Designed for the Chemins de Fer d'Alsace et de Lorraine, the French state railway that operated the Alsace and Lorraine network from 1919 until its nationalisation into the SNCF on 1 January 1938, this poster promoted Le Markstein as the region's new high-altitude winter sports station at 1,240 metres in the Vosges. The artist is recorded as Chauffard in the Library of Congress catalogue and in Swann Galleries auction records, though the signature on known examples has been noted as difficult to read precisely; a 1932 tax stamp on an auction copy provides the firmest date evidence. It was lithographed by Lucien Serre & Cie of Paris, the house responsible for a substantial portion of French railway poster production during the interwar period, including work for the PLM.
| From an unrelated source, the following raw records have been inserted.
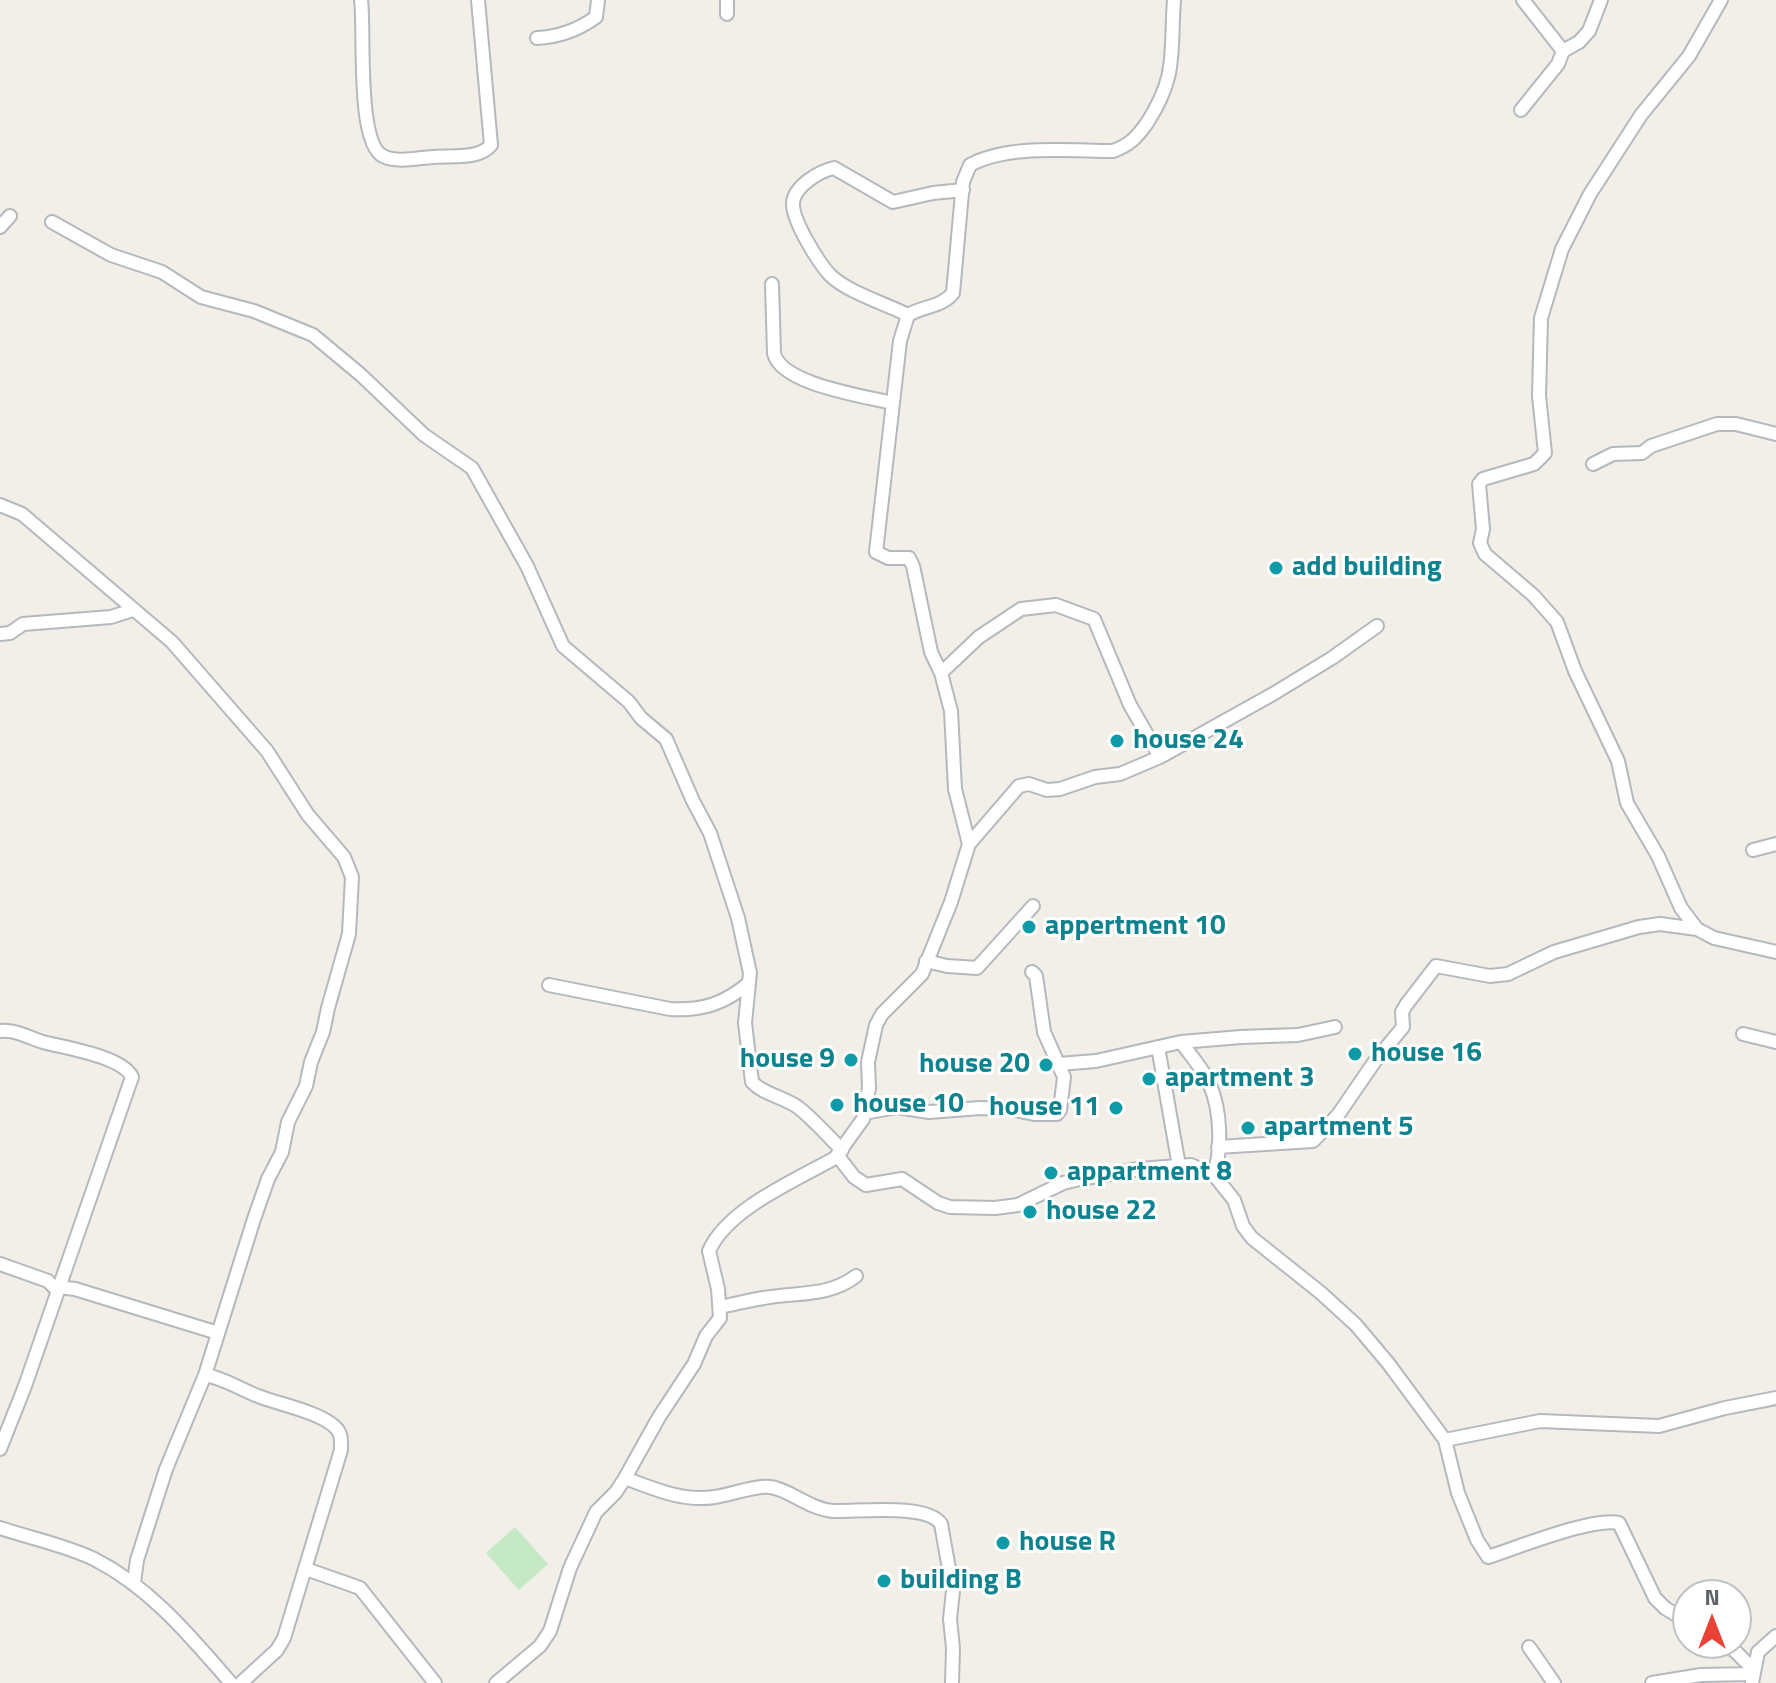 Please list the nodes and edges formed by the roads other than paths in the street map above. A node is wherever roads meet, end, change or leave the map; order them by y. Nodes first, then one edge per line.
1 (361, 0) edge
2 (478, 0) edge
3 (598, 0) edge
4 (1174, 0) edge
5 (1523, 0) edge
6 (1601, 0) edge
7 (1721, 0) edge
8 (537, 38) dead end
9 (1563, 51) junction
10 (1521, 110) dead end
11 (963, 190) junction
12 (10, 216) dead end
13 (52, 222) dead end
14 (0, 227) edge
15 (772, 284) dead end
16 (908, 315) junction
17 (892, 403) junction
18 (1776, 434) edge
19 (1593, 464) dead end
20 (0, 505) edge
21 (133, 610) junction
22 (1377, 626) dead end
23 (0, 634) edge
24 (941, 673) junction
25 (1160, 757) junction
26 (969, 844) junction
27 (1776, 844) edge
28 (1753, 850) dead end
29 (1033, 906) dead end
30 (1697, 929) junction
31 (1776, 952) edge
32 (926, 961) junction
33 (1032, 972) dead end
34 (749, 983) junction
35 (549, 985) dead end
36 (1335, 1027) dead end
37 (0, 1031) edge
38 (1743, 1034) dead end
39 (1181, 1042) junction
40 (1776, 1042) edge
41 (1158, 1047) junction
42 (1059, 1064) junction
43 (864, 1113) junction
44 (1218, 1147) junction
45 (840, 1152) junction
46 (1179, 1166) junction
47 (1214, 1175) junction
48 (0, 1264) edge
49 (856, 1276) dead end
50 (57, 1289) junction
51 (720, 1307) junction
52 (218, 1333) junction
53 (205, 1375) junction
54 (1776, 1398) edge
55 (1445, 1440) junction
56 (0, 1449) edge
57 (625, 1478) junction
58 (0, 1528) edge
59 (306, 1569) junction
60 (134, 1583) junction
61 (1672, 1612) edge
62 (1776, 1636) edge
63 (1529, 1647) dead end
64 (1740, 1659) edge
65 (1752, 1676) edge
66 (231, 1683) edge
67 (241, 1683) edge
68 (435, 1683) edge
69 (496, 1683) edge
70 (952, 1683) edge
71 (1554, 1683) edge
72 (1652, 1683) edge

1 - 2 street
3 - 8 street
4 - 11 street
5 - 9 street
6 - 9 street
7 - 30 street
9 - 10 street
11 - 16 street
11 - 16 street
12 - 14 street
13 - 34 street
15 - 17 street
16 - 17 street
17 - 24 street
18 - 19 street
20 - 21 street
21 - 23 street
21 - 52 street
22 - 25 street
24 - 25 street
24 - 26 street
25 - 26 street
26 - 32 street
27 - 28 street
29 - 32 street
30 - 31 street
30 - 44 street
32 - 43 street
33 - 42 street
34 - 35 street
34 - 45 street
36 - 39 street
37 - 50 street
38 - 40 street
39 - 41 street
39 - 44 street
41 - 42 street
41 - 46 street
42 - 43 street
43 - 45 street
44 - 47 street
45 - 46 street
45 - 51 street
46 - 47 street
47 - 55 street
48 - 50 street
49 - 51 street
50 - 52 street
50 - 56 street
51 - 57 street
52 - 53 street
53 - 59 street
53 - 60 street
54 - 55 street
55 - 61 street
57 - 69 street
57 - 70 street
58 - 60 street
59 - 67 street
59 - 68 street
60 - 66 street
62 - 65 street
63 - 71 street
64 - 65 street
65 - 72 street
The flat rendering of the snowfield in warm rose-pink, the simplified Art Deco figure, and the restrained palette, crimson, slate grey, cobalt, cream, place this within the visual language the French rail companies developed through the 1920s and early 1930s to frame their routes as access to modern leisure. The AL was a short-lived but active patron of this tradition, and Le Markstein posters represent its most sustained graphic investment in winter tourism. Reproduced here as an archival print on 200gsm Enhanced Matte Fine Art Paper.
A natural choice for anyone drawn to interwar French graphic design, the history of ski tourism, or the regional railways that built the Belle-Epoque and Art Deco leisure landscape of northeastern France.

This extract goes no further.